-- Data to process follows --

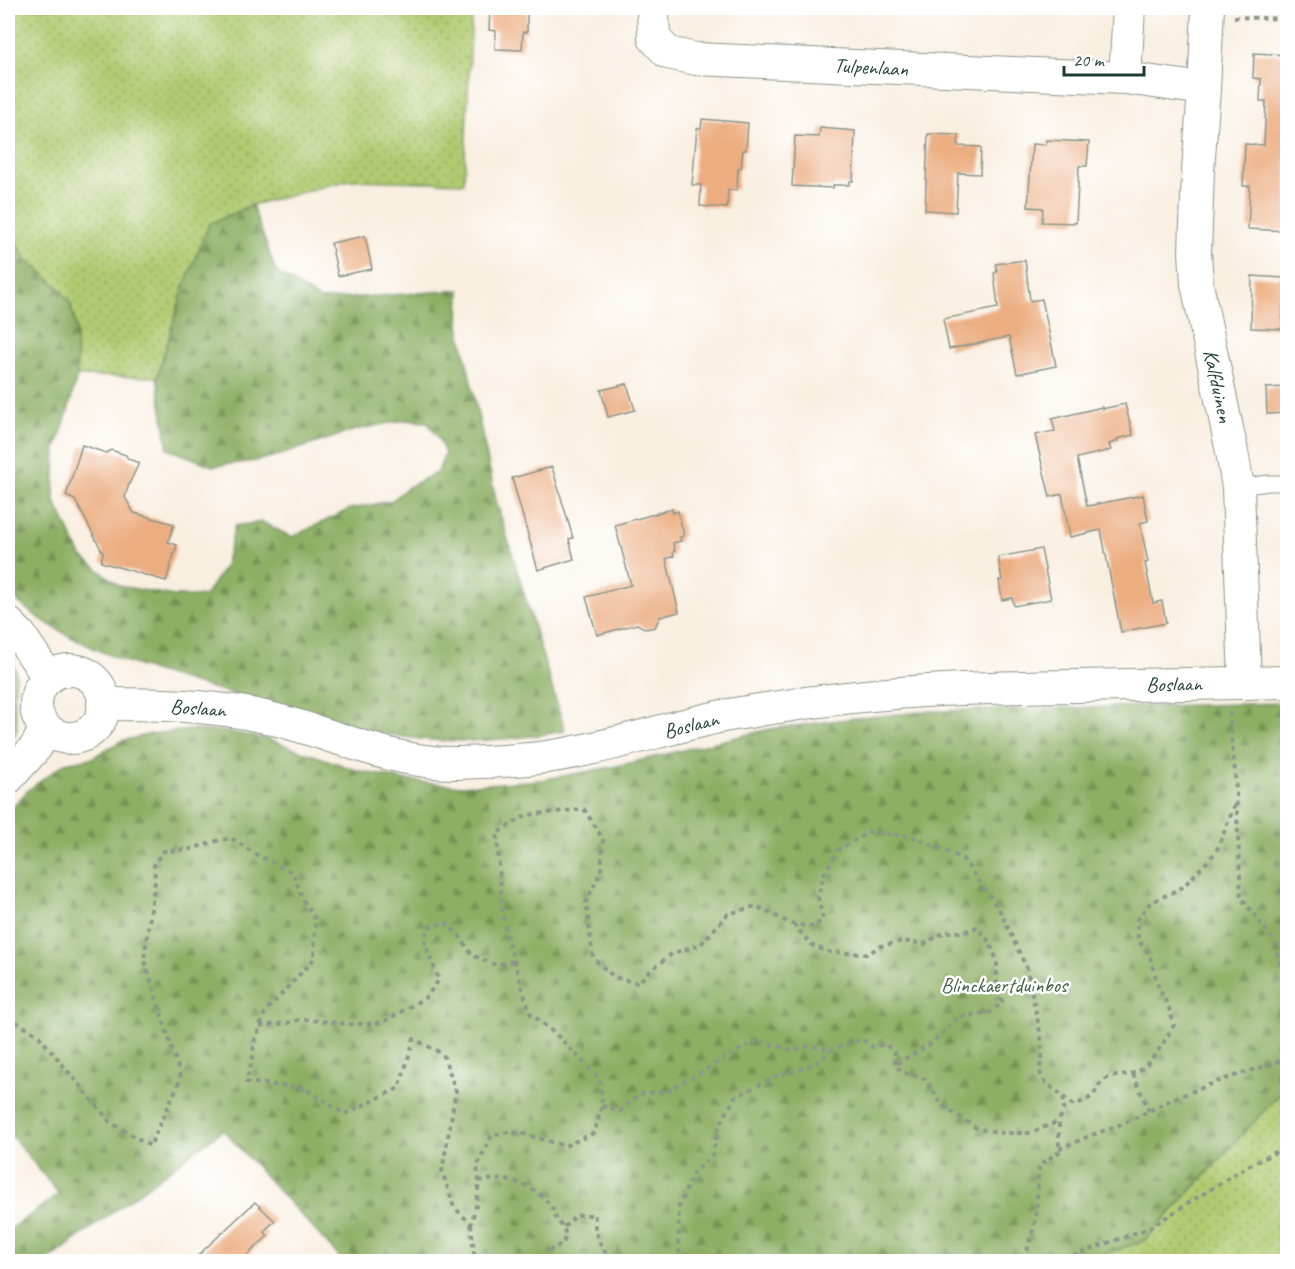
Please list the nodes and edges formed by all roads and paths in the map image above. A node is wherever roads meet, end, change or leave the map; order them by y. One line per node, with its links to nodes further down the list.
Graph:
1 (653, 8): 5 (street, Tulpenlaan)
2 (1129, 8): 5 (street)
3 (1208, 11): 4 (path); 6 (street, Kalfduinen)
4 (1287, 19)
5 (1125, 78): 6 (street)
6 (1204, 89): 8 (street, Kalfduinen)
7 (1287, 483): 8 (lane)
8 (1238, 487): 12 (street, Kalfduinen)
9 (8, 623): 10 (street)
10 (48, 677): 13 (street); 14 (street)
11 (1287, 682): 12 (street, Boslaan)
12 (1232, 683): 13 (street, Boslaan); 16 (path)
13 (104, 704): 14 (street)
14 (46, 728): 15 (street)
15 (8, 778)
16 (1236, 802): 19 (path); 25 (path)
17 (793, 924): 18 (path); 24 (path); 26 (path)
18 (514, 961): 21 (path); 27 (path)
19 (1287, 990)
20 (8, 1017): 21 (path)
21 (261, 1026): 33 (path)
22 (1287, 1048): 28 (path)
23 (834, 1049): 24 (path); 27 (path); 38 (path)
24 (895, 1065): 29 (path)
25 (1133, 1074): 26 (path); 28 (path)
26 (1063, 1096): 29 (path)
27 (602, 1106): 32 (path)
28 (1149, 1111): 31 (path)
29 (1059, 1121): 31 (path)
30 (1287, 1146): 40 (path)
31 (1059, 1149): 39 (path)
32 (479, 1181): 33 (path); 34 (path)
33 (471, 1224): 35 (path)
34 (564, 1227): 36 (path); 37 (path)
35 (475, 1262)
36 (543, 1262)
37 (622, 1262)
38 (683, 1262)
39 (1024, 1262)
40 (1056, 1262)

-- Data to process concluded --

Each of the entries above must be copied exactly, but the pictures stay out.

Please list the nodes and edges formed by all roads and paths in the map image above. A node is wherever roads meet, end, change or leave the map; order them by y. One line per node, with its links to nodes further down the list.
Graph:
1 (653, 8): 5 (street, Tulpenlaan)
2 (1129, 8): 5 (street)
3 (1208, 11): 4 (path); 6 (street, Kalfduinen)
4 (1287, 19)
5 (1125, 78): 6 (street)
6 (1204, 89): 8 (street, Kalfduinen)
7 (1287, 483): 8 (lane)
8 (1238, 487): 12 (street, Kalfduinen)
9 (8, 623): 10 (street)
10 (48, 677): 13 (street); 14 (street)
11 (1287, 682): 12 (street, Boslaan)
12 (1232, 683): 13 (street, Boslaan); 16 (path)
13 (104, 704): 14 (street)
14 (46, 728): 15 (street)
15 (8, 778)
16 (1236, 802): 19 (path); 25 (path)
17 (793, 924): 18 (path); 24 (path); 26 (path)
18 (514, 961): 21 (path); 27 (path)
19 (1287, 990)
20 (8, 1017): 21 (path)
21 (261, 1026): 33 (path)
22 (1287, 1048): 28 (path)
23 (834, 1049): 24 (path); 27 (path); 38 (path)
24 (895, 1065): 29 (path)
25 (1133, 1074): 26 (path); 28 (path)
26 (1063, 1096): 29 (path)
27 (602, 1106): 32 (path)
28 (1149, 1111): 31 (path)
29 (1059, 1121): 31 (path)
30 (1287, 1146): 40 (path)
31 (1059, 1149): 39 (path)
32 (479, 1181): 33 (path); 34 (path)
33 (471, 1224): 35 (path)
34 (564, 1227): 36 (path); 37 (path)
35 (475, 1262)
36 (543, 1262)
37 (622, 1262)
38 (683, 1262)
39 (1024, 1262)
40 (1056, 1262)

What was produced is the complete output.